Daniels techniek is zijn houvast. Uren studeert hij op de perfecte vingerzetting en aanzet van zijn strijkstok. Pas als alle moeilijke gedeelten vloeiend lopen, stort hij zich op zijn eigen visie en interpretatie. Want voor een topviolist is het technisch perfect spelen van een stuk niet genoeg: het is essentieel om van de noten los te komen. Daarbij helpen de opnames van zijn helden Pablo Casals en Glenn Gould, die onder meer geroemd worden vanwege hun Bach-opnames. Dat zijn inspiratiebronnen hem de juiste richting in hebben geduwd is hoorbaar op het album.

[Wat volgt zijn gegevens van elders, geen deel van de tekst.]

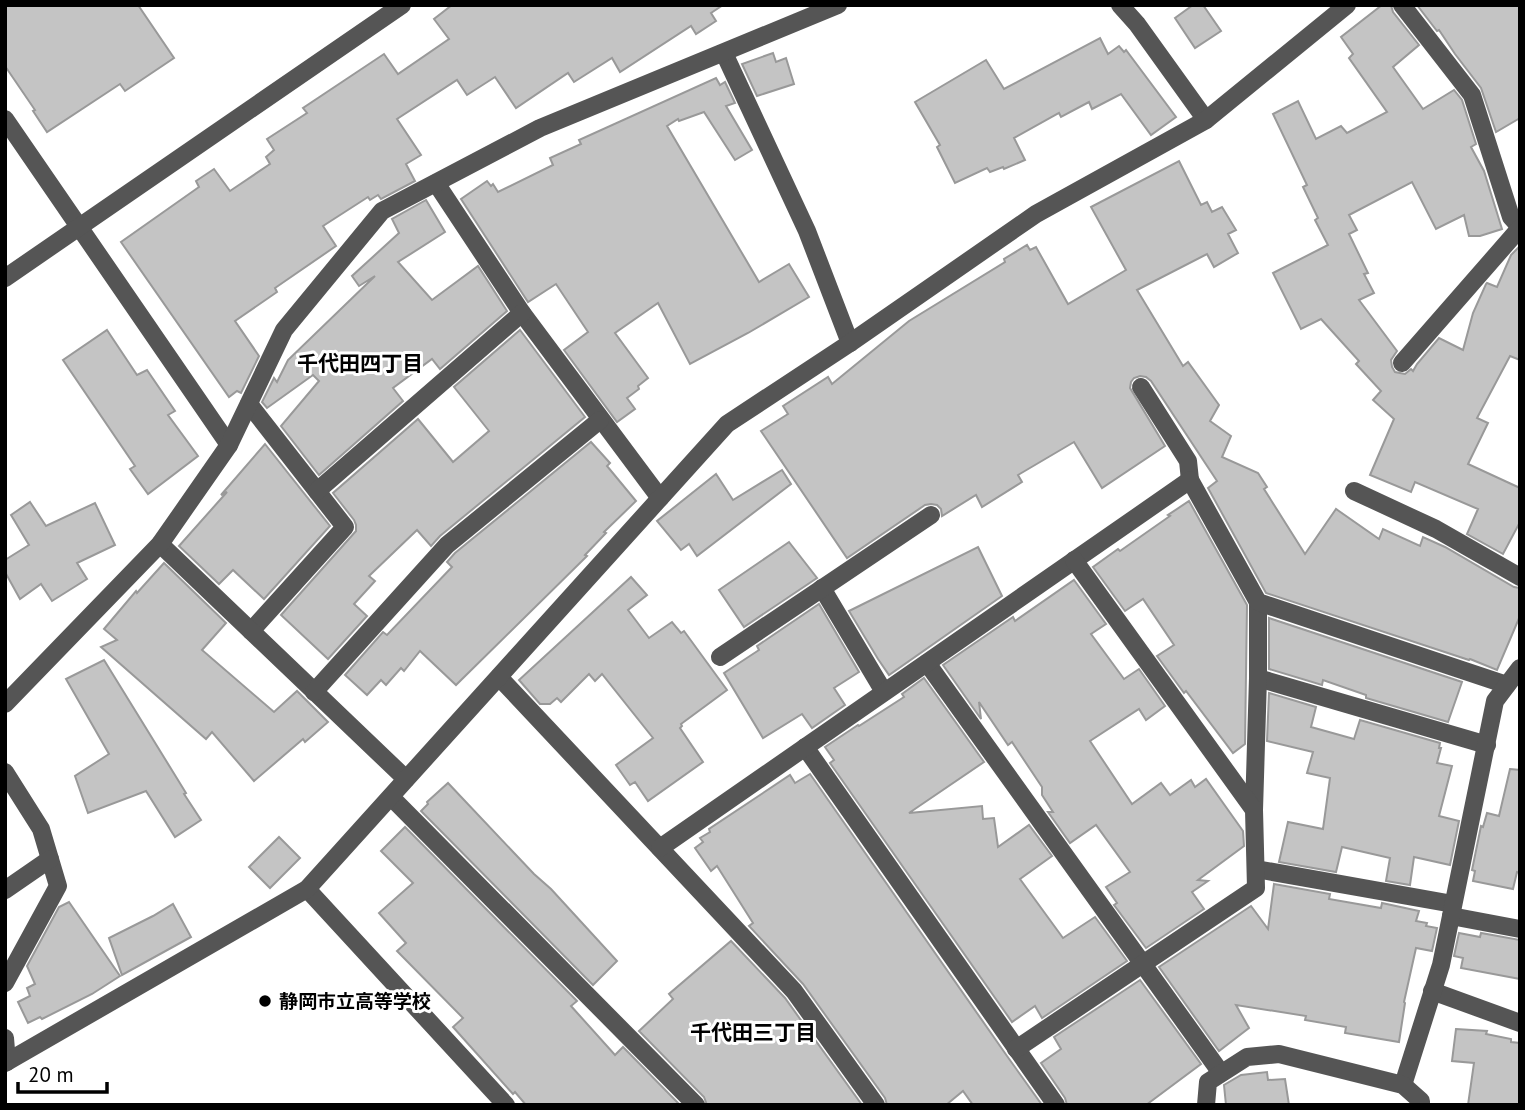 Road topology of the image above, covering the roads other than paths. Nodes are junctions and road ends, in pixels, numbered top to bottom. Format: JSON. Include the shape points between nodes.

In het bijzonder de Partita Nr. 2 staat als een huis. Met hart en ziel speelt Daniel het stuk dat hij ziet als één van de grootste werken uit de vioolgeschiedenis. Zijn interpretatie is uniek voor zijn leeftijd, alsof er een oude ziel in een jong lichaam zit verscholen. En het mooie is: Daniel kan nog heel lang mee en is nog lang niet uitontwikkeld. We gaan nog veel horen van dit vioolwonder uit Zweden.